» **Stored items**
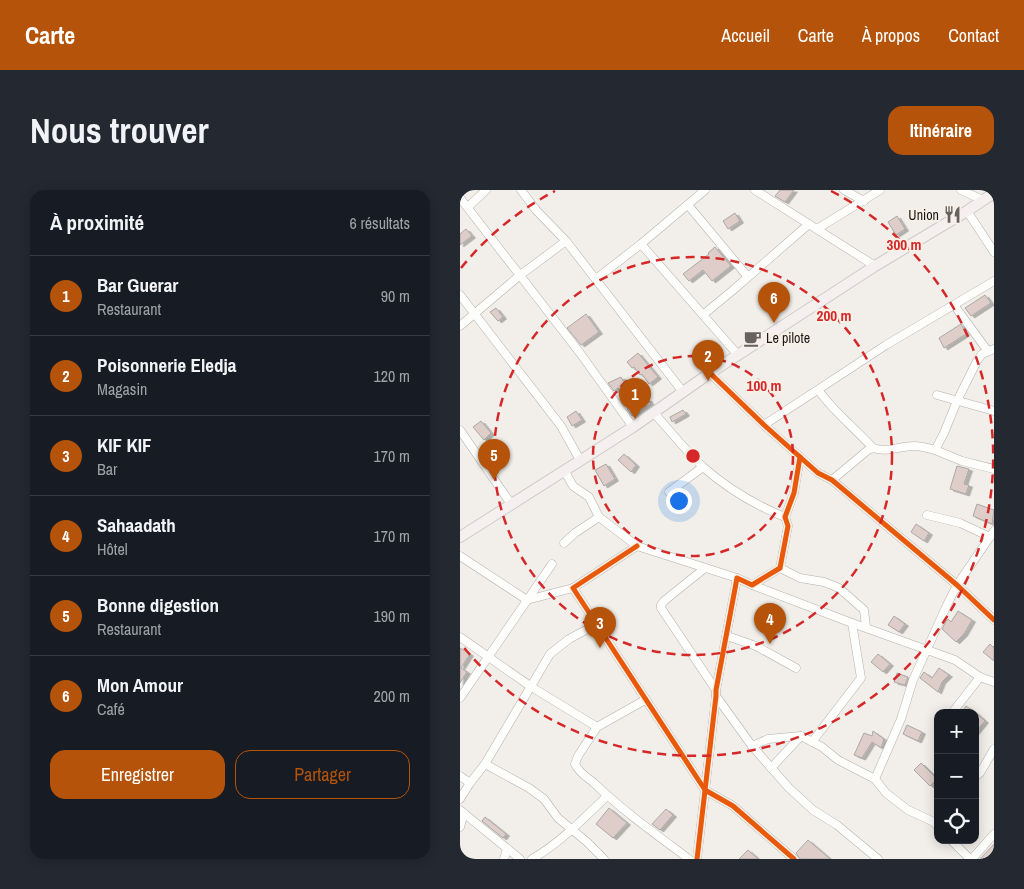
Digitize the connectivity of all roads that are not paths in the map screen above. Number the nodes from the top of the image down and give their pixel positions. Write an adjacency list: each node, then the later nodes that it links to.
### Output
1 (486, 190): 13 (street)
2 (521, 190): 17 (street)
3 (705, 190): 12 (street)
4 (755, 190): 15 (street)
5 (844, 190): 11 (street)
6 (880, 190): 11 (street)
7 (961, 190): 10 (street)
8 (992, 192): 10 (main road)
9 (460, 198): 13 (street)
10 (983, 200): 14 (main road)
11 (864, 201): 16 (street)
12 (688, 205): 18 (street); 22 (street)
13 (468, 206): 21 (street)
14 (967, 211): 19 (street); 20 (main road)
15 (809, 224): 16 (street); 22 (street)
16 (817, 229): 20 (street)
17 (566, 241): 21 (street); 23 (street)
18 (641, 244): 23 (street); 28 (street)
19 (994, 252)
20 (875, 266): 31 (main road)
21 (519, 276): 27 (street); 40 (street)
22 (748, 277): 28 (street)
23 (596, 279): 34 (street)
24 (994, 281): 26 (street)
25 (460, 295): 27 (street)
26 (954, 305): 30 (street); 33 (street)
27 (475, 314): 29 (street); 45 (street)
28 (704, 314): 31 (street)
29 (460, 326)
30 (991, 350): 36 (street)
31 (738, 355): 32 (main road)
32 (710, 373): 34 (main road); 39 (street)
33 (819, 390): 39 (street); 42 (street)
34 (684, 392): 38 (main road)
35 (937, 395): 36 (street)
36 (957, 401): 37 (street); 43 (street)
37 (994, 411)
38 (654, 413): 40 (main road); 46 (street)
39 (764, 425): 44 (street)
40 (633, 427): 45 (main road)
41 (460, 430): 51 (street)
42 (873, 448): 43 (street); 49 (street)
43 (935, 450): 48 (street)
44 (800, 457): 49 (street); 54 (street)
45 (580, 460): 47 (main road)
46 (703, 467): 50 (street); 54 (street)
47 (564, 470): 51 (main road); 53 (street)
48 (994, 470)
49 (832, 480): 65 (street)
50 (669, 492)
51 (511, 504): 56 (main road)
52 (927, 515): 55 (street)
53 (600, 516): 57 (street); 58 (street)
54 (785, 517): 62 (street)
55 (992, 534): 65 (street)
56 (460, 537)
57 (564, 543)
58 (637, 546): 61 (street); 66 (street)
59 (460, 556): 67 (street)
60 (552, 564): 67 (street)
61 (705, 568): 63 (street); 80 (street)
62 (780, 568): 64 (street); 71 (street)
63 (737, 578): 64 (street); 72 (street)
64 (752, 585): 69 (street)
65 (957, 585): 68 (street); 74 (street)
66 (573, 588): 67 (street); 70 (street)
67 (527, 600): 75 (street)
68 (994, 620)
69 (852, 622): 71 (street); 86 (street)
70 (597, 624): 79 (street); 82 (street)
71 (866, 627): 74 (street)
72 (727, 636): 76 (street); 80 (street)
73 (460, 637): 75 (street)
74 (926, 649): 77 (street); 93 (street)
75 (488, 656): 79 (street); 81 (street)
76 (796, 668)
77 (980, 677): 78 (street); 83 (street)
78 (994, 682)
79 (530, 686): 84 (street); 89 (street)
80 (716, 693): 87 (street); 95 (street)
81 (460, 698)
82 (645, 700): 84 (street); 95 (street)
83 (955, 709)
84 (597, 726): 96 (street)
85 (801, 736): 86 (street); 87 (street); 90 (street)
86 (812, 742): 93 (street)
87 (752, 746): 90 (street)
88 (994, 749): 91 (street)
89 (485, 764): 94 (street); 101 (street)
90 (771, 768): 112 (street)
91 (979, 774)
92 (460, 776): 94 (street)
93 (875, 779): 99 (street)
94 (470, 783): 97 (street)
95 (705, 790): 110 (street); 111 (street)
96 (607, 796): 101 (street); 109 (street)
97 (460, 799)
98 (462, 812): 100 (street); 104 (street)
99 (934, 821)
100 (460, 827)
101 (572, 829): 107 (street); 108 (street)
102 (993, 836): 113 (street)
103 (955, 844): 113 (street)
104 (507, 849): 105 (street); 106 (street)
105 (504, 859)
106 (520, 859)
107 (532, 859)
108 (604, 859)
109 (689, 859)
110 (697, 859)
111 (794, 859)
112 (878, 859)
113 (971, 859)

» **Exercise description**
Among the entries, copy every line containing the word "main".

» **Solution to the exercise**
8 (992, 192): 10 (main road)
10 (983, 200): 14 (main road)
14 (967, 211): 19 (street); 20 (main road)
20 (875, 266): 31 (main road)
31 (738, 355): 32 (main road)
32 (710, 373): 34 (main road); 39 (street)
34 (684, 392): 38 (main road)
38 (654, 413): 40 (main road); 46 (street)
40 (633, 427): 45 (main road)
45 (580, 460): 47 (main road)
47 (564, 470): 51 (main road); 53 (street)
51 (511, 504): 56 (main road)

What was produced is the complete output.